The Frenchmen on trial are among 12 French IS fighters whom the U.S.-backed Syrian Democratic Forces handed over to Iraq in January. The Kurdish-led group spearheaded the fight against IS in Syria and has handed over to Iraq hundreds of suspected IS members in recent months.
IS “terrorists must answer for their crimes in court,” said France’s foreign affair’s ministry spokeswoman, Agnès von der Mühll.
As Monday’s proceedings opened, the first to appear was Mustafa Mohammed Ibrahim, 37, from the Mediterranean city of Nice. Ibrahim, of Tunisian origin, with short hair and a light beard, walked in the courtroom wearing a yellow prison uniform with “Reforms Department” printed on the back in Arabic
“I ask for forgiveness from the people of Iraq and Syria and the victims,” Ibrahim said before Judge Ahmed Mohammed ordered he remove his top in order to see if there were any signs of torture on his body. None were visible.

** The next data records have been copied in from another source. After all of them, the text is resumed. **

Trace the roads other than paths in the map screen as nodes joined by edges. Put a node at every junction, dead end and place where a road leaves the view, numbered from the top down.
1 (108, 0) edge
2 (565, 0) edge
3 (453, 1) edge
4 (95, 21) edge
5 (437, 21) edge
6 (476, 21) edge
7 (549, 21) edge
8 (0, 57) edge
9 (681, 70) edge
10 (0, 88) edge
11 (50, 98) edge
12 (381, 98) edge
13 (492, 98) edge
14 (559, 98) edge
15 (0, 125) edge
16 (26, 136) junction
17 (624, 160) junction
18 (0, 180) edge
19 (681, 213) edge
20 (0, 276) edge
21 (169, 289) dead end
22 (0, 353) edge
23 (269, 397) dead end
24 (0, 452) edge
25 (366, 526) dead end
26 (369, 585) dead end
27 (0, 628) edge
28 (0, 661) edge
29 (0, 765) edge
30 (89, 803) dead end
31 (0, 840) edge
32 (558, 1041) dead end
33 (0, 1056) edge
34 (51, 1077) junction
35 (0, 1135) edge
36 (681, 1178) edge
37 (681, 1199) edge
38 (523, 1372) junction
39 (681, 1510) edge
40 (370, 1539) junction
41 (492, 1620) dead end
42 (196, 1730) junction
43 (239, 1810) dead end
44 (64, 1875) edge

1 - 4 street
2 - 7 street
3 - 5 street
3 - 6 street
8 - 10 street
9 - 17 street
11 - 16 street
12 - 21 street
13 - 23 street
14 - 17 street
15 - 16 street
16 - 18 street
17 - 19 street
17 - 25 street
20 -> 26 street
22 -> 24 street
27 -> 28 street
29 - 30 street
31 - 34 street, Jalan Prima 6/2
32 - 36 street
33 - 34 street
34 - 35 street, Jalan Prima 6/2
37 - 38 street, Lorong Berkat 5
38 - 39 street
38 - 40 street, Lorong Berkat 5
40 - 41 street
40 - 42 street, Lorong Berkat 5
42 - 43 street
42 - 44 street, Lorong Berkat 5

“No matter what the sentence will be against me I want to go back to my country,” said Ibrahim. He added that he used to work as a driver back in France before joining IS.
The judge sentenced Ibrahim to death.
The second man brought into the courtroom was identified as Fadil Hamad Abdallah, 33, of Moroccan origin. Abdallah said he was subjected to torture while in detention and the judge referred to him to a medical committee for investigation and postponed his next session until Sunday. The judge also postponed the sentencing of three other Frenchmen until next Monday.
The first three French IS fighters were sentenced to death on Sunday. Those convicted can appeal their sentences within a month.
Human rights groups have criticized Iraq’s handling of IS trials, accusing authorities of relying on circumstantial evidence and often extracting confessions under torture.
Iraqi prosecutors say the 12 French nationals were parties or accomplices to IS crimes, and threatened the national security of Iraq. Simply belonging to the extremist group is punishable by life in prison or execution under Iraq’s counter-terrorism laws.
In Paris, von der Mühll said France’s position is that adults detained in Iraq must be tried by the Iraqi justice system, as soon as it declares itself competent.
“France respects the sovereignty of Iraqi authorities” she added, though she expressed her country’s opposition to the death penalty, “in principle, at all times and in all places.”